* _ABOUT THIS TASK_: Repeat each entry in the data, exactly.

* _INPUT DATA_:

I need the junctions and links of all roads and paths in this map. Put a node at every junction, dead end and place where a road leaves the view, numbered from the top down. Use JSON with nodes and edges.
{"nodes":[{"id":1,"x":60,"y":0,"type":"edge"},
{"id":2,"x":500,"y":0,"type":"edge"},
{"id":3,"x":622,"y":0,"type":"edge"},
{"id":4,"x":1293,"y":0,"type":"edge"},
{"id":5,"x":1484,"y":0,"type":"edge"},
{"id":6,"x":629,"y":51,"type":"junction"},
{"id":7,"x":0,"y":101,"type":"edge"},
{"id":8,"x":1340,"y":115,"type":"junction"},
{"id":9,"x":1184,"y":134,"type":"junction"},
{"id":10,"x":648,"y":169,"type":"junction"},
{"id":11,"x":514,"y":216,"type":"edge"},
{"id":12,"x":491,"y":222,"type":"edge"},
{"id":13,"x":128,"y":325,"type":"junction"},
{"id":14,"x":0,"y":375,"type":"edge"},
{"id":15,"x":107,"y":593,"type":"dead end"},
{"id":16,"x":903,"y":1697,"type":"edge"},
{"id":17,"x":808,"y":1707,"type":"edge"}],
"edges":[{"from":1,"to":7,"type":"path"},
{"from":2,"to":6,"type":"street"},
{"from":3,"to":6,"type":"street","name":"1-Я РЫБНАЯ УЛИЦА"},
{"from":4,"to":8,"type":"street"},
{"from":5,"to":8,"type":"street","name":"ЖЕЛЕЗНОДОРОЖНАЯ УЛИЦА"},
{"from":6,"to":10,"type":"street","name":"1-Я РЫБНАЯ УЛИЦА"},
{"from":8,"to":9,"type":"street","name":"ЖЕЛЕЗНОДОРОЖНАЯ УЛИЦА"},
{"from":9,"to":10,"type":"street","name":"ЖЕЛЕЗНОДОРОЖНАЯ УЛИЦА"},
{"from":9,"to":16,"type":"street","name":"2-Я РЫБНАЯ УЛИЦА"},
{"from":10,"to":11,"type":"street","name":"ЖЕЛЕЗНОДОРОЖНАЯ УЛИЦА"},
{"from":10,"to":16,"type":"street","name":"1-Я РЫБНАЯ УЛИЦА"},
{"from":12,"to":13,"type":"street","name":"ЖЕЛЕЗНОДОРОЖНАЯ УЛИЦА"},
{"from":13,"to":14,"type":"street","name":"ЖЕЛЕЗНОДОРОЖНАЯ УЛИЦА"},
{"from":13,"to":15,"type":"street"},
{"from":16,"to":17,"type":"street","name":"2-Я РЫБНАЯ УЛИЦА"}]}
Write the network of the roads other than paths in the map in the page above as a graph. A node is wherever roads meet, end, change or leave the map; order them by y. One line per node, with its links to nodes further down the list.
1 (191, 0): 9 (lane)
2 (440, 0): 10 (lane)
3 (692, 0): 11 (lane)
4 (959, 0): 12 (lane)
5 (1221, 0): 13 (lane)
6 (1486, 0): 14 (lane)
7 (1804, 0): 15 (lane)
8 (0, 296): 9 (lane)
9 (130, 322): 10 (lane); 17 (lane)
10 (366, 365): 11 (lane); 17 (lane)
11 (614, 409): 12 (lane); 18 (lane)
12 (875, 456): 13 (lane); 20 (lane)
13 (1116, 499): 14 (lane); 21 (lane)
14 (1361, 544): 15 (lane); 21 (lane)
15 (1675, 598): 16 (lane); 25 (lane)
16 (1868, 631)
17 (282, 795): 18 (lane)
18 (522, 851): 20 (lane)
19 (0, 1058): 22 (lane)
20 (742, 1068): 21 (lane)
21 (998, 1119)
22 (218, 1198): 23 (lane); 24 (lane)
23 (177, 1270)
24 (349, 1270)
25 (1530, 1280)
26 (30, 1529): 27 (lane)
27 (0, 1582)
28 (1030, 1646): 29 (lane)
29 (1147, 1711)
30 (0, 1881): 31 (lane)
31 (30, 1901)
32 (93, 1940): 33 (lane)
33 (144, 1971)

* _EXERCISE ANSWER_:
I need the junctions and links of all roads and paths in this map. Put a node at every junction, dead end and place where a road leaves the view, numbered from the top down. Use JSON with nodes and edges.
{"nodes":[{"id":1,"x":60,"y":0,"type":"edge"},
{"id":2,"x":500,"y":0,"type":"edge"},
{"id":3,"x":622,"y":0,"type":"edge"},
{"id":4,"x":1293,"y":0,"type":"edge"},
{"id":5,"x":1484,"y":0,"type":"edge"},
{"id":6,"x":629,"y":51,"type":"junction"},
{"id":7,"x":0,"y":101,"type":"edge"},
{"id":8,"x":1340,"y":115,"type":"junction"},
{"id":9,"x":1184,"y":134,"type":"junction"},
{"id":10,"x":648,"y":169,"type":"junction"},
{"id":11,"x":514,"y":216,"type":"edge"},
{"id":12,"x":491,"y":222,"type":"edge"},
{"id":13,"x":128,"y":325,"type":"junction"},
{"id":14,"x":0,"y":375,"type":"edge"},
{"id":15,"x":107,"y":593,"type":"dead end"},
{"id":16,"x":903,"y":1697,"type":"edge"},
{"id":17,"x":808,"y":1707,"type":"edge"}],
"edges":[{"from":1,"to":7,"type":"path"},
{"from":2,"to":6,"type":"street"},
{"from":3,"to":6,"type":"street","name":"1-Я РЫБНАЯ УЛИЦА"},
{"from":4,"to":8,"type":"street"},
{"from":5,"to":8,"type":"street","name":"ЖЕЛЕЗНОДОРОЖНАЯ УЛИЦА"},
{"from":6,"to":10,"type":"street","name":"1-Я РЫБНАЯ УЛИЦА"},
{"from":8,"to":9,"type":"street","name":"ЖЕЛЕЗНОДОРОЖНАЯ УЛИЦА"},
{"from":9,"to":10,"type":"street","name":"ЖЕЛЕЗНОДОРОЖНАЯ УЛИЦА"},
{"from":9,"to":16,"type":"street","name":"2-Я РЫБНАЯ УЛИЦА"},
{"from":10,"to":11,"type":"street","name":"ЖЕЛЕЗНОДОРОЖНАЯ УЛИЦА"},
{"from":10,"to":16,"type":"street","name":"1-Я РЫБНАЯ УЛИЦА"},
{"from":12,"to":13,"type":"street","name":"ЖЕЛЕЗНОДОРОЖНАЯ УЛИЦА"},
{"from":13,"to":14,"type":"street","name":"ЖЕЛЕЗНОДОРОЖНАЯ УЛИЦА"},
{"from":13,"to":15,"type":"street"},
{"from":16,"to":17,"type":"street","name":"2-Я РЫБНАЯ УЛИЦА"}]}
Write the network of the roads other than paths in the map in the page above as a graph. A node is wherever roads meet, end, change or leave the map; order them by y. One line per node, with its links to nodes further down the list.
1 (191, 0): 9 (lane)
2 (440, 0): 10 (lane)
3 (692, 0): 11 (lane)
4 (959, 0): 12 (lane)
5 (1221, 0): 13 (lane)
6 (1486, 0): 14 (lane)
7 (1804, 0): 15 (lane)
8 (0, 296): 9 (lane)
9 (130, 322): 10 (lane); 17 (lane)
10 (366, 365): 11 (lane); 17 (lane)
11 (614, 409): 12 (lane); 18 (lane)
12 (875, 456): 13 (lane); 20 (lane)
13 (1116, 499): 14 (lane); 21 (lane)
14 (1361, 544): 15 (lane); 21 (lane)
15 (1675, 598): 16 (lane); 25 (lane)
16 (1868, 631)
17 (282, 795): 18 (lane)
18 (522, 851): 20 (lane)
19 (0, 1058): 22 (lane)
20 (742, 1068): 21 (lane)
21 (998, 1119)
22 (218, 1198): 23 (lane); 24 (lane)
23 (177, 1270)
24 (349, 1270)
25 (1530, 1280)
26 (30, 1529): 27 (lane)
27 (0, 1582)
28 (1030, 1646): 29 (lane)
29 (1147, 1711)
30 (0, 1881): 31 (lane)
31 (30, 1901)
32 (93, 1940): 33 (lane)
33 (144, 1971)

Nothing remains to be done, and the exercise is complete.